The decision of this Court in Marini v. Ireland, 56 N.J. 130, 265 A.2d 526 (1970) went much further toward improving a tenant's position vis-a-vis a recalcitrant landlord. That action originated as a summary dispossess proceeding. We there held, Inter alia, that a residential lease carries with it an implied warranty or covenant of habitability. In explaining this holding Justice Haneman said,

Actually it is a covenant that at the inception of the lease, there are no latent defects in facilities vital to the use of the premises for residential purposes because of faulty original construction or deterioration from age or normal usage. And further it is a covenant that these facilities will remain in usable condition during the entire term of the lease. In performance of this covenant the landlord is required to maintain those facilities in a condition which renders the property livable. (56 N.J. at 144, 265 A.2d at 534)

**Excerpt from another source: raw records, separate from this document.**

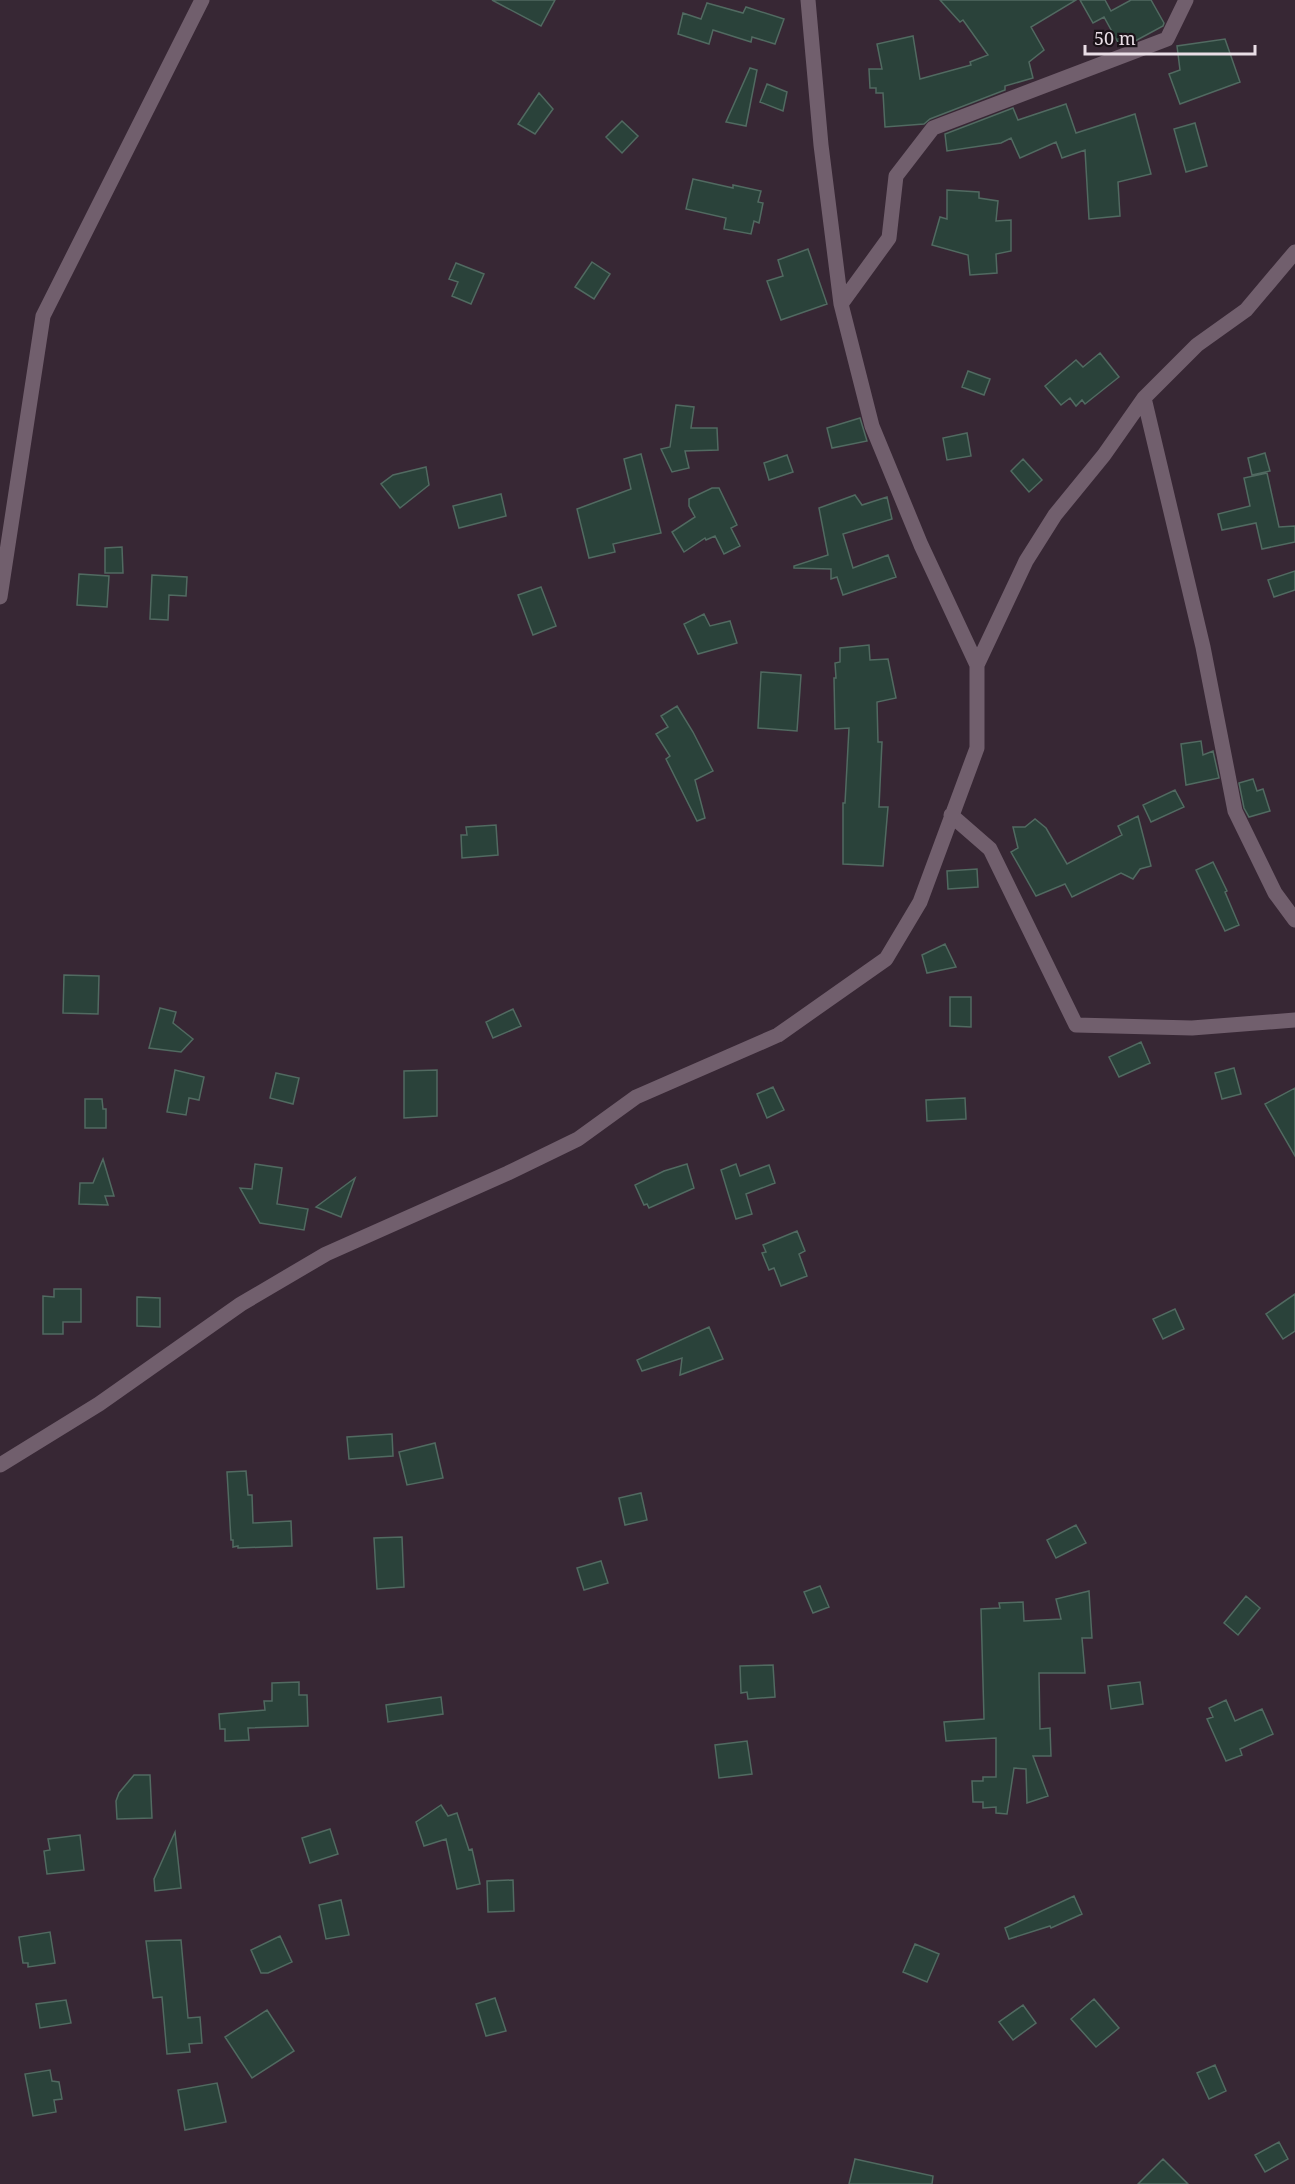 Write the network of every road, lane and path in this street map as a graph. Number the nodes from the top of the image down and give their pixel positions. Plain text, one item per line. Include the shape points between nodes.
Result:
1 (202, 0) edge
2 (808, 0) edge
3 (1186, 0) edge
4 (1295, 252) edge
5 (841, 304) junction
6 (1144, 398) junction
7 (0, 597) edge
8 (977, 665) junction
9 (951, 815) junction
10 (1295, 920) edge
11 (1295, 1020) edge
12 (0, 1465) edge

1 - 7 street via 43,316
2 - 5 street
3 - 5 street via 1167,39 933,128 896,176 889,238
4 - 6 street via 1246,310 1197,345
5 - 8 street via 872,426 921,545
6 - 8 street via 1055,515 1026,561
6 - 10 street via 1203,647 1235,810 1275,893
8 - 9 street via 977,748
9 - 11 street via 990,849 1076,1025 1192,1028
9 - 12 street via 920,902 886,959 778,1035 636,1097 578,1139 508,1173 326,1254 241,1304 99,1404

Having determined that a continuing covenant of habitability was to be implied, the Court went on to consider the respective rights and liabilities to which the covenant gave rise as between leessor and lessee. In that case a toilet had cracked and water was leaking onto the bathroom floor. Repeated attempts to inform the landlord were of no avail. The tenant had the toilet repaired at a cost of $85.72 and sent the landlord a receipted bill in that amount together with a check for $9.28. Her monthly rental was $95. We found that this constituted a payment in full of the rent then due, concluding that where a vital facility is in need of repair, this work may be done by the tenant who may then offset the expense against his rental obligation. It was carefully pointed out, however, that the tenant's recourse to this form of self-help must be preceded by timely and adequate notice to the landlord to afford him an opportunity to make the necessary replacement...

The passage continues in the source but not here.